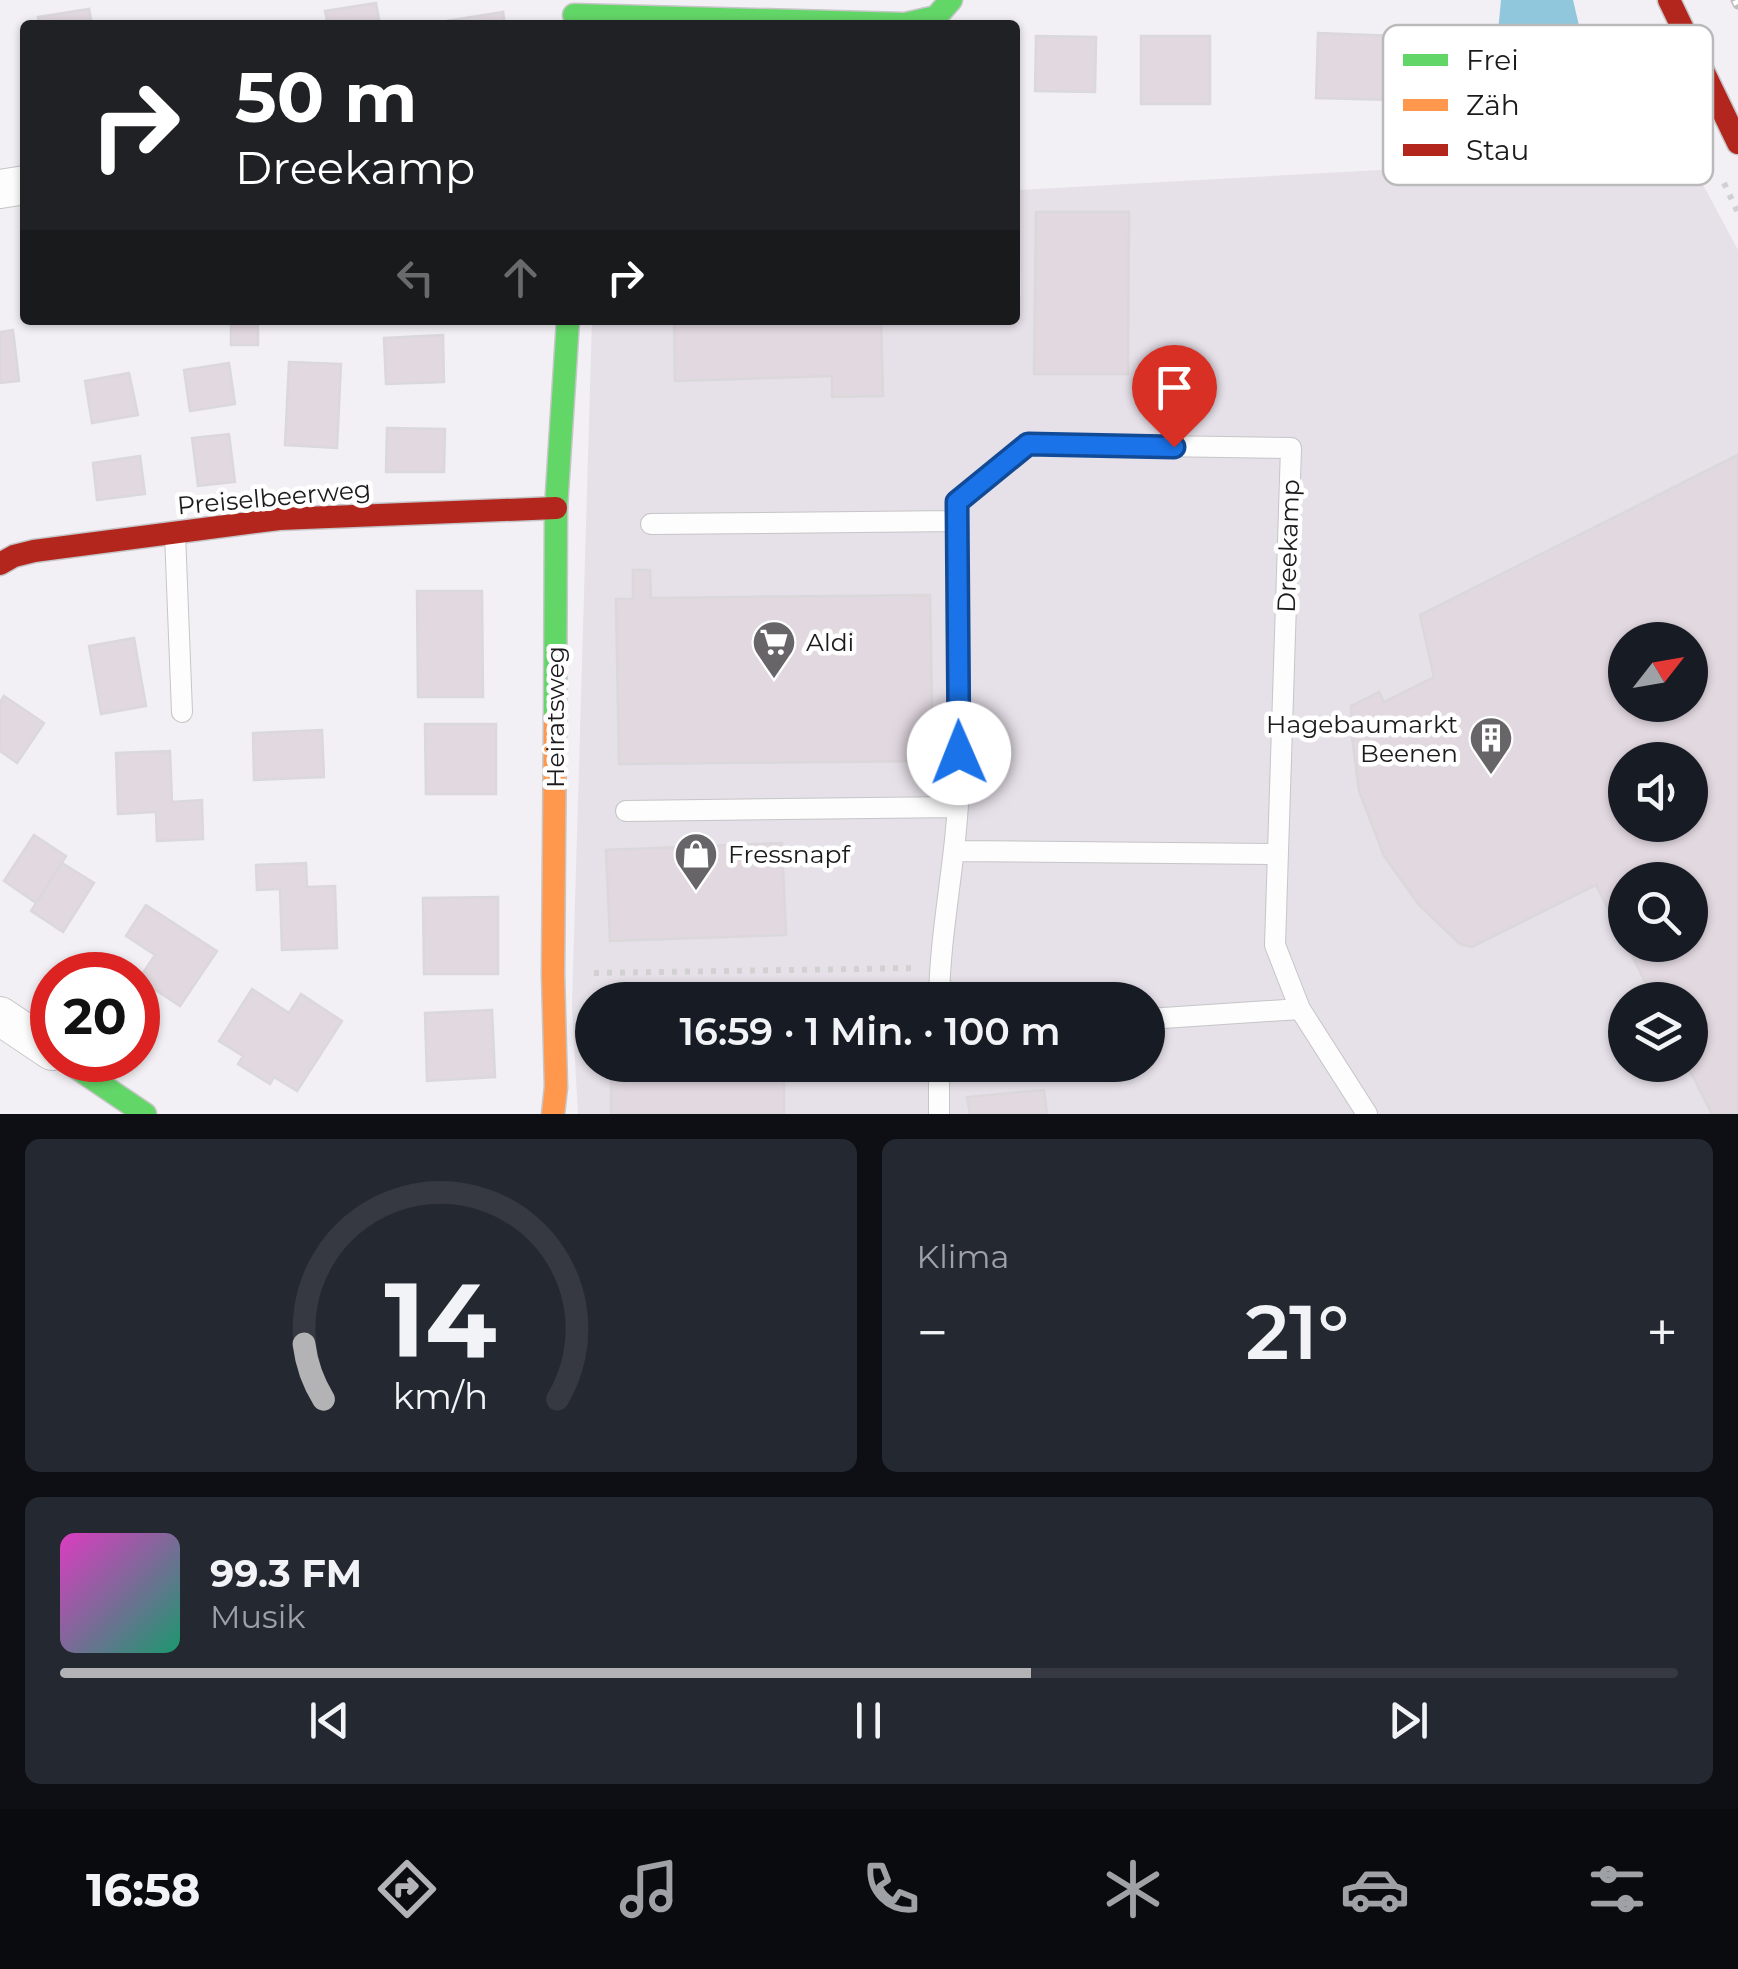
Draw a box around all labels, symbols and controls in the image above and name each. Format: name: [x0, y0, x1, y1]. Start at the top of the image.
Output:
legend: [1383, 25, 1713, 185]
text: Frei: [1466, 43, 1519, 77]
text: 50 m: [235, 54, 417, 140]
icon: right: [70, 60, 200, 190]
text: Zäh: [1466, 88, 1520, 122]
text: Stau: [1466, 133, 1529, 167]
text: Dreekamp: [235, 140, 475, 195]
icon: left: [388, 250, 443, 305]
icon: ahead: [493, 250, 548, 305]
icon: right: [598, 250, 653, 305]
pin: [1132, 345, 1217, 448]
icon: arrive: [1147, 360, 1202, 415]
street label: Preiselbeerweg: [176, 474, 372, 520]
street label: Dreekamp: [1271, 479, 1305, 613]
supermarket icon: Aldi: [751, 619, 797, 680]
north arrow: [1608, 622, 1708, 722]
map controls: [1608, 622, 1708, 1082]
place label: Aldi: [806, 627, 854, 657]
street label: Heiratsweg: [540, 646, 570, 788]
position arrow: [907, 701, 1011, 805]
place label: Hagebaumarkt Beenen: [1266, 709, 1458, 768]
building icon: Hagebaumarkt Beenen: [1468, 715, 1514, 776]
button: sound: [1608, 742, 1708, 842]
shop icon: Fressnapf: [673, 831, 719, 892]
place label: Fressnapf: [728, 839, 851, 869]
button: search: [1608, 862, 1708, 962]
speed limit sign: 20: [30, 952, 160, 1082]
button: layers: [1608, 982, 1708, 1082]
text: 16:59 · 1 Min. · 100 m: [680, 1008, 1060, 1055]
text: Klima: [917, 1237, 1009, 1276]
text: 14: [385, 1256, 497, 1383]
text: 21°: [1245, 1286, 1349, 1378]
text: −: [917, 1299, 948, 1366]
text: +: [1646, 1299, 1678, 1366]
text: km/h: [393, 1374, 488, 1418]
text: 99.3 FM: [210, 1550, 362, 1597]
text: Musik: [210, 1597, 305, 1636]
icon: previous: [302, 1693, 357, 1748]
icon: pause: [841, 1693, 896, 1748]
icon: next: [1381, 1693, 1436, 1748]
icon: directions: [372, 1854, 442, 1924]
icon: music: [614, 1854, 684, 1924]
icon: phone: [856, 1854, 926, 1924]
icon: climate: [1098, 1854, 1168, 1924]
icon: car: [1340, 1854, 1410, 1924]
icon: filters: [1582, 1854, 1652, 1924]
text: 16:58: [86, 1862, 201, 1917]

REQUIRED ACTION:
Exclude every image and return the material above exactly.

RESPONSE AREA:
Draw a box around all labels, symbols and controls in the image above and name each. Format: name: [x0, y0, x1, y1]. Start at the top of the image.
Output:
legend: [1383, 25, 1713, 185]
text: Frei: [1466, 43, 1519, 77]
text: 50 m: [235, 54, 417, 140]
icon: right: [70, 60, 200, 190]
text: Zäh: [1466, 88, 1520, 122]
text: Stau: [1466, 133, 1529, 167]
text: Dreekamp: [235, 140, 475, 195]
icon: left: [388, 250, 443, 305]
icon: ahead: [493, 250, 548, 305]
icon: right: [598, 250, 653, 305]
pin: [1132, 345, 1217, 448]
icon: arrive: [1147, 360, 1202, 415]
street label: Preiselbeerweg: [176, 474, 372, 520]
street label: Dreekamp: [1271, 479, 1305, 613]
supermarket icon: Aldi: [751, 619, 797, 680]
north arrow: [1608, 622, 1708, 722]
map controls: [1608, 622, 1708, 1082]
place label: Aldi: [806, 627, 854, 657]
street label: Heiratsweg: [540, 646, 570, 788]
position arrow: [907, 701, 1011, 805]
place label: Hagebaumarkt Beenen: [1266, 709, 1458, 768]
building icon: Hagebaumarkt Beenen: [1468, 715, 1514, 776]
button: sound: [1608, 742, 1708, 842]
shop icon: Fressnapf: [673, 831, 719, 892]
place label: Fressnapf: [728, 839, 851, 869]
button: search: [1608, 862, 1708, 962]
speed limit sign: 20: [30, 952, 160, 1082]
button: layers: [1608, 982, 1708, 1082]
text: 16:59 · 1 Min. · 100 m: [680, 1008, 1060, 1055]
text: Klima: [917, 1237, 1009, 1276]
text: 14: [385, 1256, 497, 1383]
text: 21°: [1245, 1286, 1349, 1378]
text: −: [917, 1299, 948, 1366]
text: +: [1646, 1299, 1678, 1366]
text: km/h: [393, 1374, 488, 1418]
text: 99.3 FM: [210, 1550, 362, 1597]
text: Musik: [210, 1597, 305, 1636]
icon: previous: [302, 1693, 357, 1748]
icon: pause: [841, 1693, 896, 1748]
icon: next: [1381, 1693, 1436, 1748]
icon: directions: [372, 1854, 442, 1924]
icon: music: [614, 1854, 684, 1924]
icon: phone: [856, 1854, 926, 1924]
icon: climate: [1098, 1854, 1168, 1924]
icon: car: [1340, 1854, 1410, 1924]
icon: filters: [1582, 1854, 1652, 1924]
text: 16:58: [86, 1862, 201, 1917]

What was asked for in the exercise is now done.